*** Opening of Data to examine ***
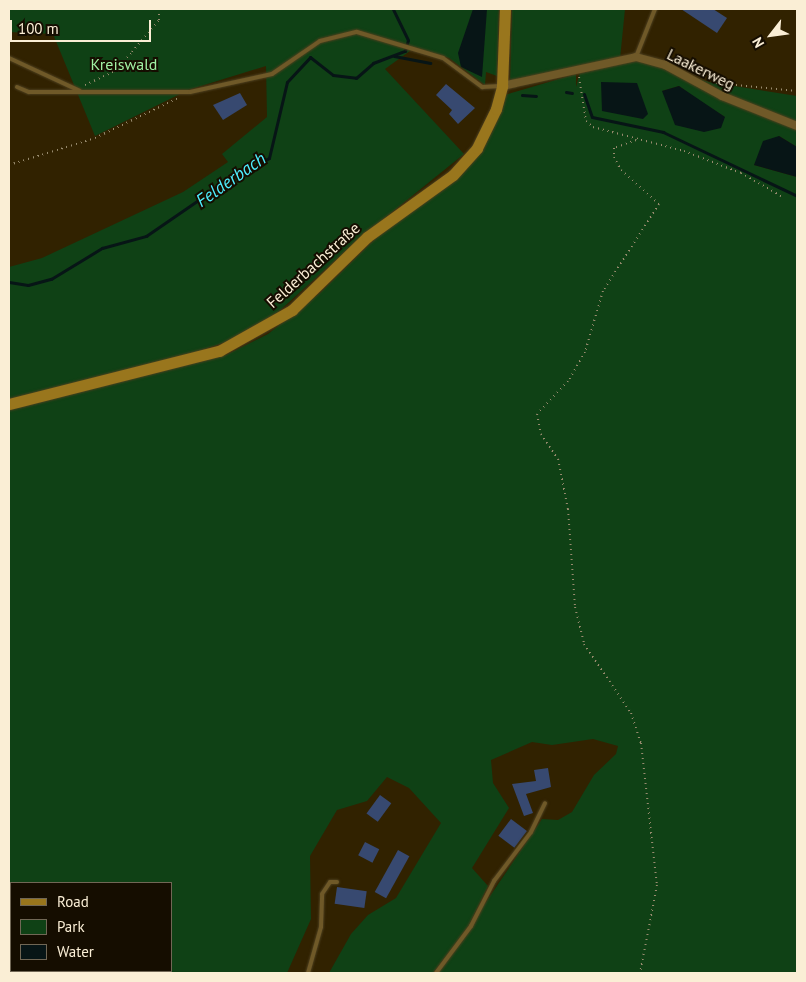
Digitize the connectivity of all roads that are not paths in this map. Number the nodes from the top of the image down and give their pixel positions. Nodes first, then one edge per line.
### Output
1 (505, 9) edge
2 (655, 9) edge
3 (636, 57) junction
4 (9, 58) edge
5 (502, 86) junction
6 (17, 87) dead end
7 (82, 92) junction
8 (797, 126) edge
9 (9, 404) edge
10 (546, 803) dead end
11 (338, 882) dead end
12 (308, 973) edge
13 (436, 973) edge

1 - 5 street, Felderbachstraße
2 - 3 lane
3 - 5 street, Laakerweg
3 - 8 street, Laakerweg
4 - 7 lane
5 - 7 lane
5 - 9 street, Felderbachstraße
6 - 7 lane
10 - 13 lane
11 - 12 lane

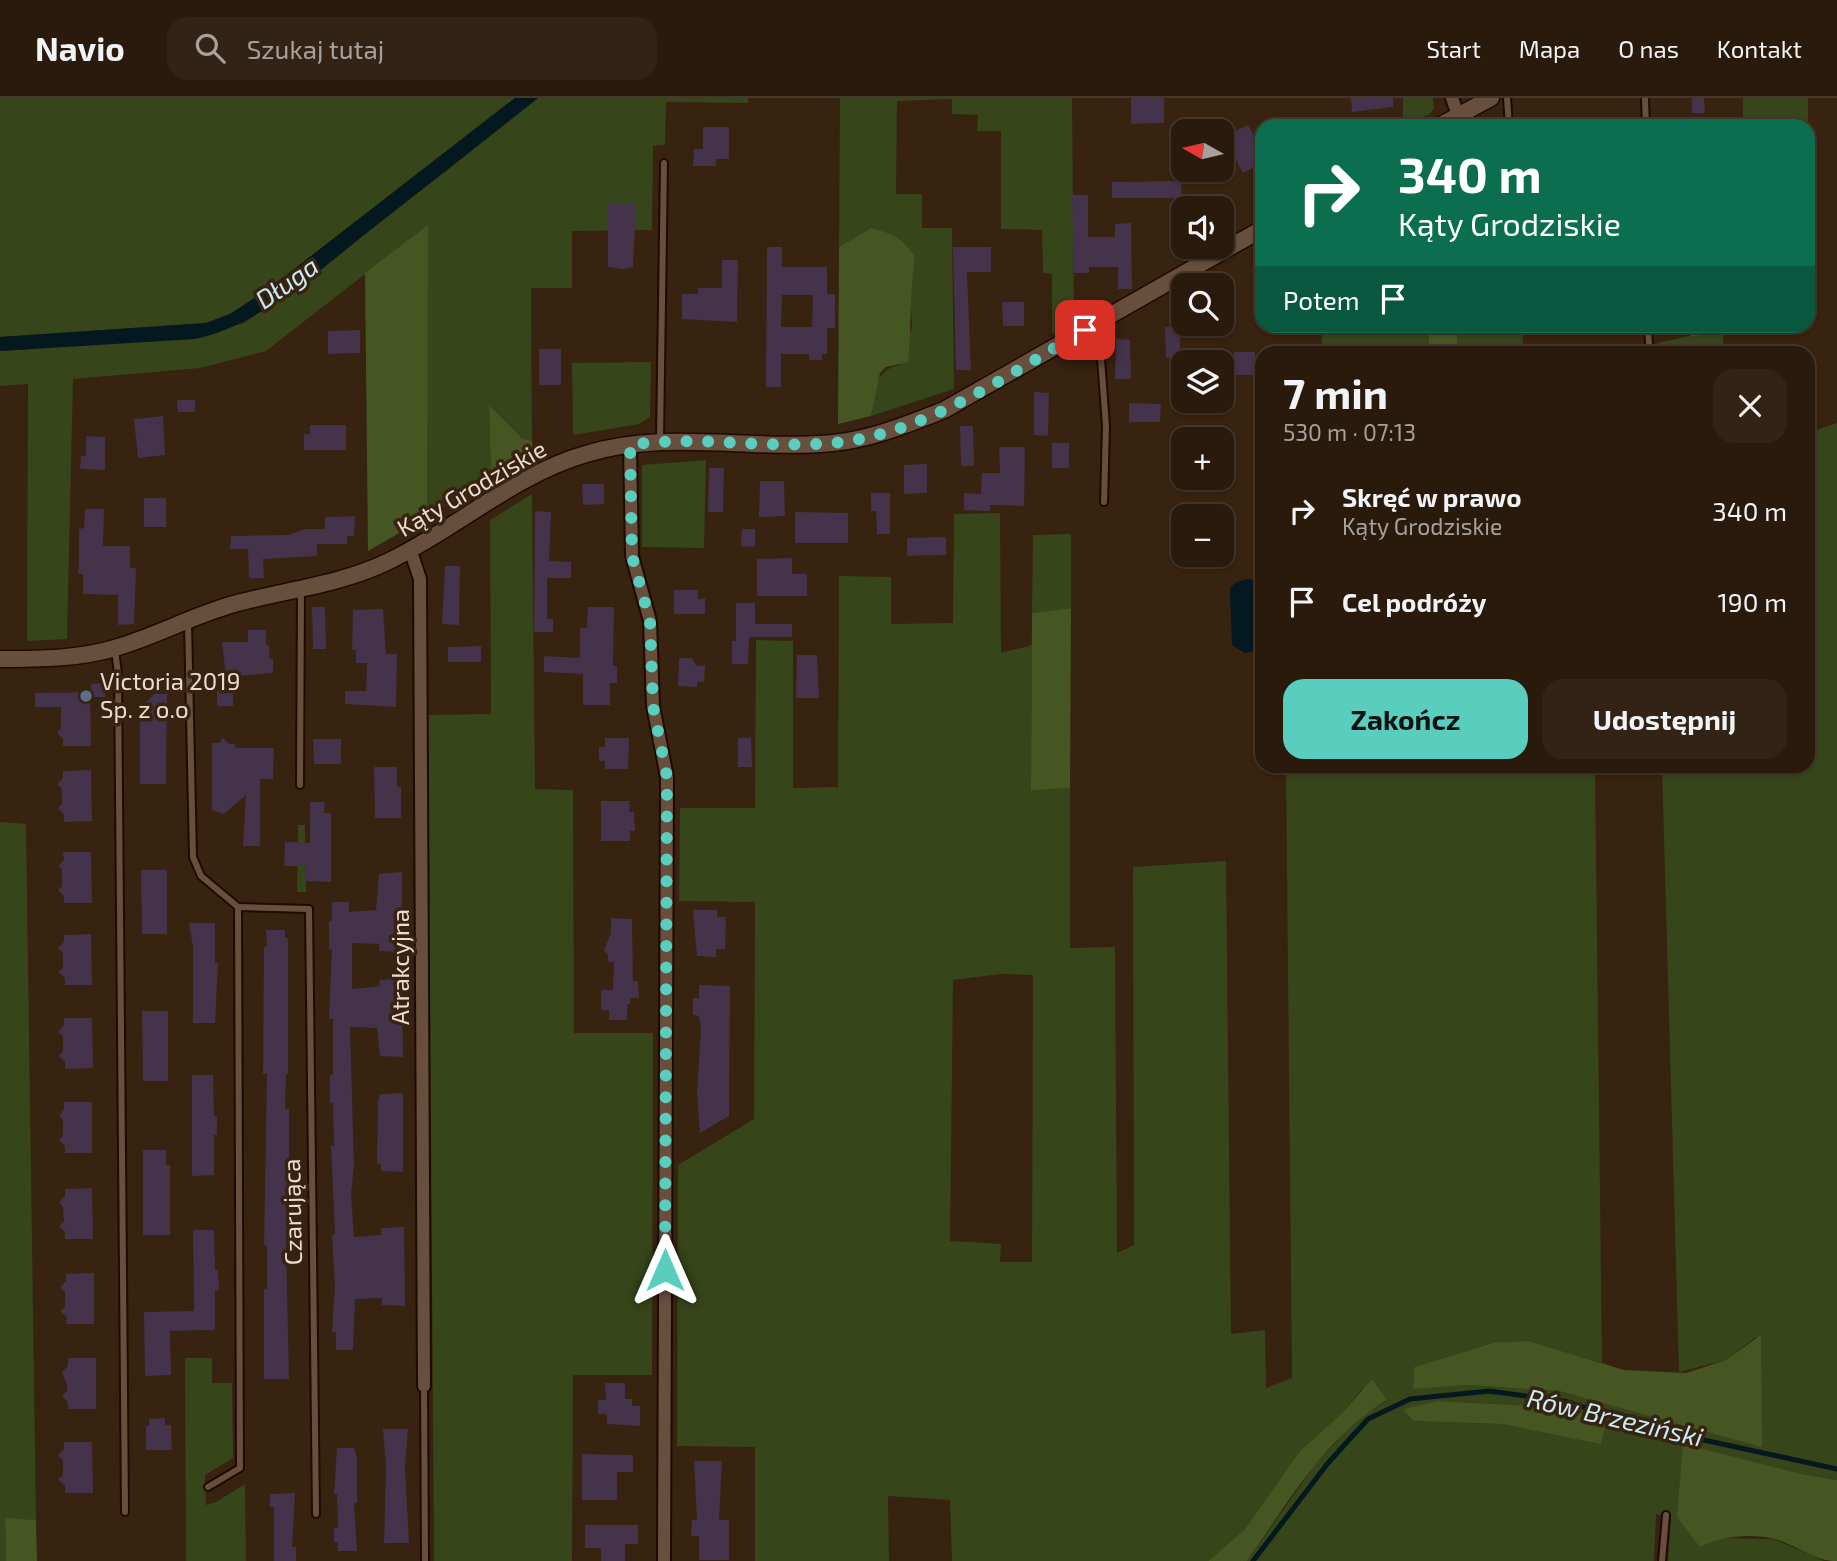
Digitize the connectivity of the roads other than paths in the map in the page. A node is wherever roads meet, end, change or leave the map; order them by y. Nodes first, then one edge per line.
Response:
1 (1452, 98) edge
2 (1491, 98) edge
3 (1507, 98) edge
4 (1645, 98) edge
5 (1458, 115) junction
6 (1451, 119) edge
7 (1508, 119) edge
8 (1646, 119) edge
9 (664, 163) dead end
10 (1255, 233) edge
11 (1085, 330) junction
12 (1648, 333) edge
13 (1649, 344) dead end
14 (660, 440) junction
15 (630, 445) junction
16 (1104, 502) dead end
17 (410, 549) junction
18 (301, 589) junction
19 (188, 621) junction
20 (115, 648) junction
21 (0, 659) edge
22 (300, 785) dead end
23 (238, 908) junction
24 (424, 1386) joint
25 (208, 1487) dead end
26 (125, 1512) dead end
27 (316, 1514) dead end
28 (1665, 1515) dead end
29 (425, 1561) edge
30 (664, 1561) edge
31 (1662, 1561) edge

1 - 5 street
2 - 5 street
3 - 7 lane
4 - 8 lane
5 - 6 street
9 - 14 lane
10 - 11 street, Kąty Grodziskie
11 - 14 street, Kąty Grodziskie
11 - 16 lane
12 - 13 lane
14 - 15 street, Kąty Grodziskie
15 - 17 street, Kąty Grodziskie
15 - 30 street
17 - 18 street, Kąty Grodziskie
17 - 24 street, Atrakcyjna
18 - 19 street, Kąty Grodziskie
18 - 22 lane
19 - 20 street, Kąty Grodziskie
19 - 23 lane
20 - 21 street, Kąty Grodziskie
20 - 26 lane
23 - 25 lane
23 - 27 lane, Czarująca
24 - 29 lane
28 - 31 lane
*** Close of Data to examine ***
▸ **Instructions for the task**:
Without including any picture, print every record exactly as written above.

▸ **Written response**:
Digitize the connectivity of all roads that are not paths in this map. Number the nodes from the top of the image down and give their pixel positions. Nodes first, then one edge per line.
### Output
1 (505, 9) edge
2 (655, 9) edge
3 (636, 57) junction
4 (9, 58) edge
5 (502, 86) junction
6 (17, 87) dead end
7 (82, 92) junction
8 (797, 126) edge
9 (9, 404) edge
10 (546, 803) dead end
11 (338, 882) dead end
12 (308, 973) edge
13 (436, 973) edge

1 - 5 street, Felderbachstraße
2 - 3 lane
3 - 5 street, Laakerweg
3 - 8 street, Laakerweg
4 - 7 lane
5 - 7 lane
5 - 9 street, Felderbachstraße
6 - 7 lane
10 - 13 lane
11 - 12 lane

Digitize the connectivity of the roads other than paths in the map in the page. A node is wherever roads meet, end, change or leave the map; order them by y. Nodes first, then one edge per line.
Response:
1 (1452, 98) edge
2 (1491, 98) edge
3 (1507, 98) edge
4 (1645, 98) edge
5 (1458, 115) junction
6 (1451, 119) edge
7 (1508, 119) edge
8 (1646, 119) edge
9 (664, 163) dead end
10 (1255, 233) edge
11 (1085, 330) junction
12 (1648, 333) edge
13 (1649, 344) dead end
14 (660, 440) junction
15 (630, 445) junction
16 (1104, 502) dead end
17 (410, 549) junction
18 (301, 589) junction
19 (188, 621) junction
20 (115, 648) junction
21 (0, 659) edge
22 (300, 785) dead end
23 (238, 908) junction
24 (424, 1386) joint
25 (208, 1487) dead end
26 (125, 1512) dead end
27 (316, 1514) dead end
28 (1665, 1515) dead end
29 (425, 1561) edge
30 (664, 1561) edge
31 (1662, 1561) edge

1 - 5 street
2 - 5 street
3 - 7 lane
4 - 8 lane
5 - 6 street
9 - 14 lane
10 - 11 street, Kąty Grodziskie
11 - 14 street, Kąty Grodziskie
11 - 16 lane
12 - 13 lane
14 - 15 street, Kąty Grodziskie
15 - 17 street, Kąty Grodziskie
15 - 30 street
17 - 18 street, Kąty Grodziskie
17 - 24 street, Atrakcyjna
18 - 19 street, Kąty Grodziskie
18 - 22 lane
19 - 20 street, Kąty Grodziskie
19 - 23 lane
20 - 21 street, Kąty Grodziskie
20 - 26 lane
23 - 25 lane
23 - 27 lane, Czarująca
24 - 29 lane
28 - 31 lane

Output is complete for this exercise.